----- Records provided

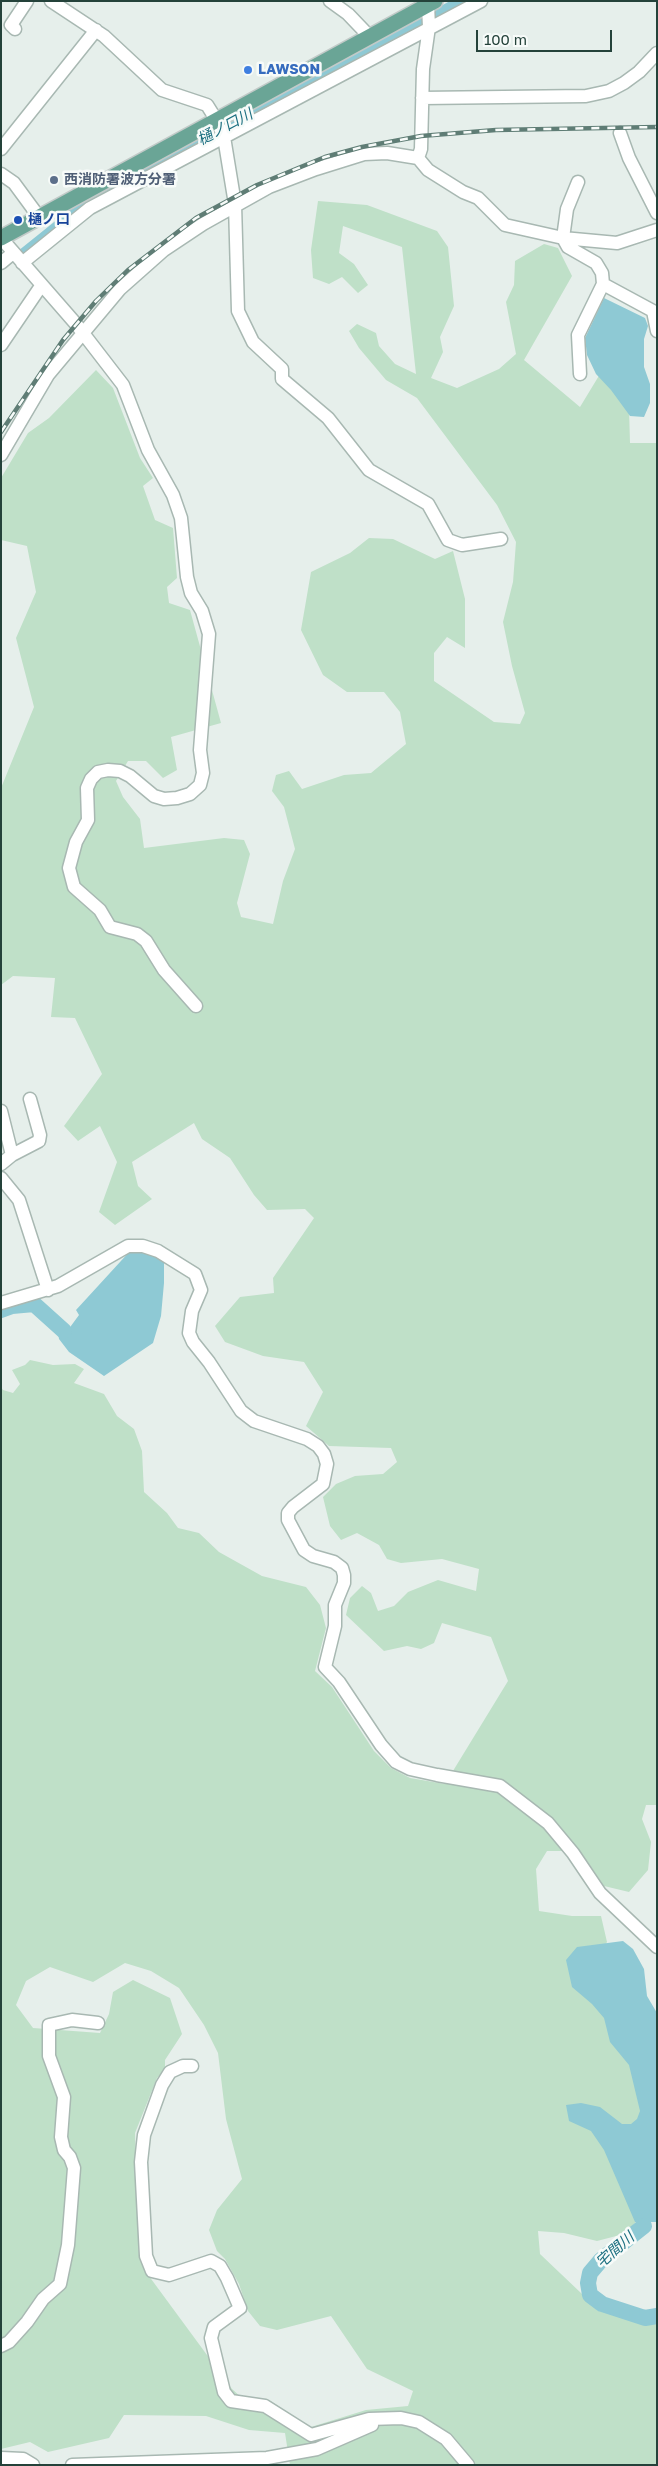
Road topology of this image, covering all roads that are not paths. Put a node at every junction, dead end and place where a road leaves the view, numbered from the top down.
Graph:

----------
----- Records provided

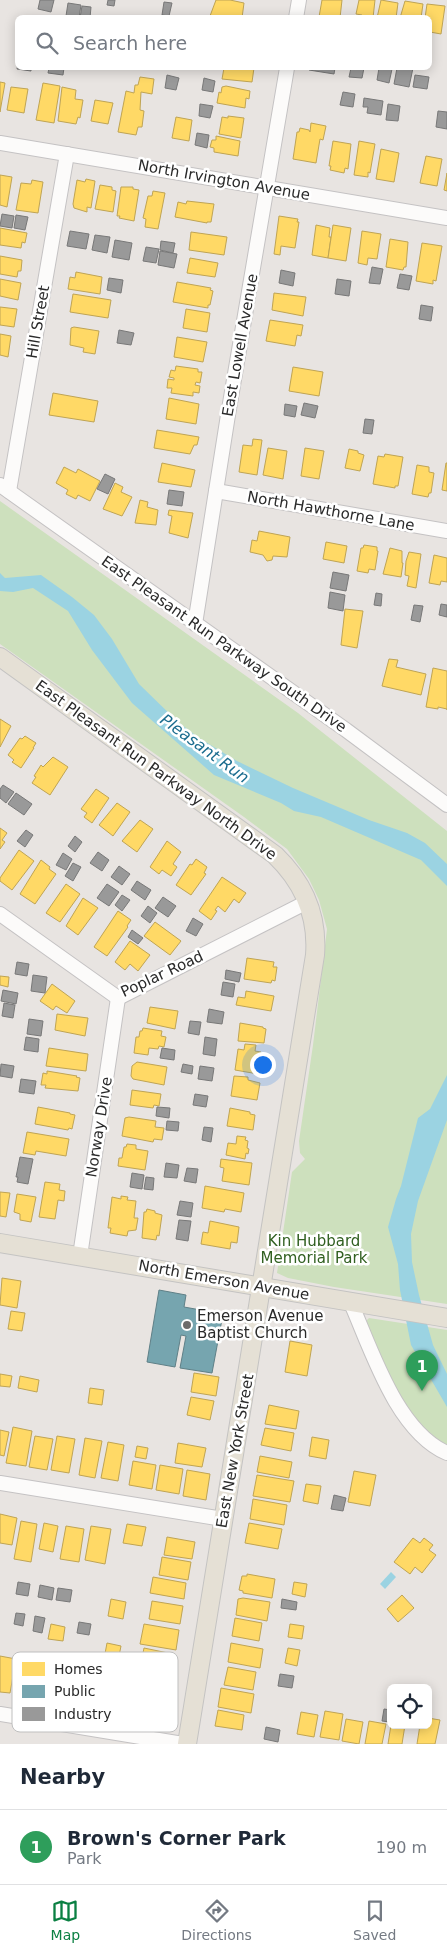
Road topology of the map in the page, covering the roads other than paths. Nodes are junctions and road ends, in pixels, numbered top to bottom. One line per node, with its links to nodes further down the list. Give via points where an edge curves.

----------

Find all the lines containing "paths" in the material, then copy them.

Task solution:
Road topology of this image, covering all roads that are not paths. Put a node at every junction, dead end and place where a road leaves the view, numbered from the top down.
Road topology of the map in the page, covering the roads other than paths. Nodes are junctions and road ends, in pixels, numbered top to bottom. One line per node, with its links to nodes further down the list. Give via points where an edge curves.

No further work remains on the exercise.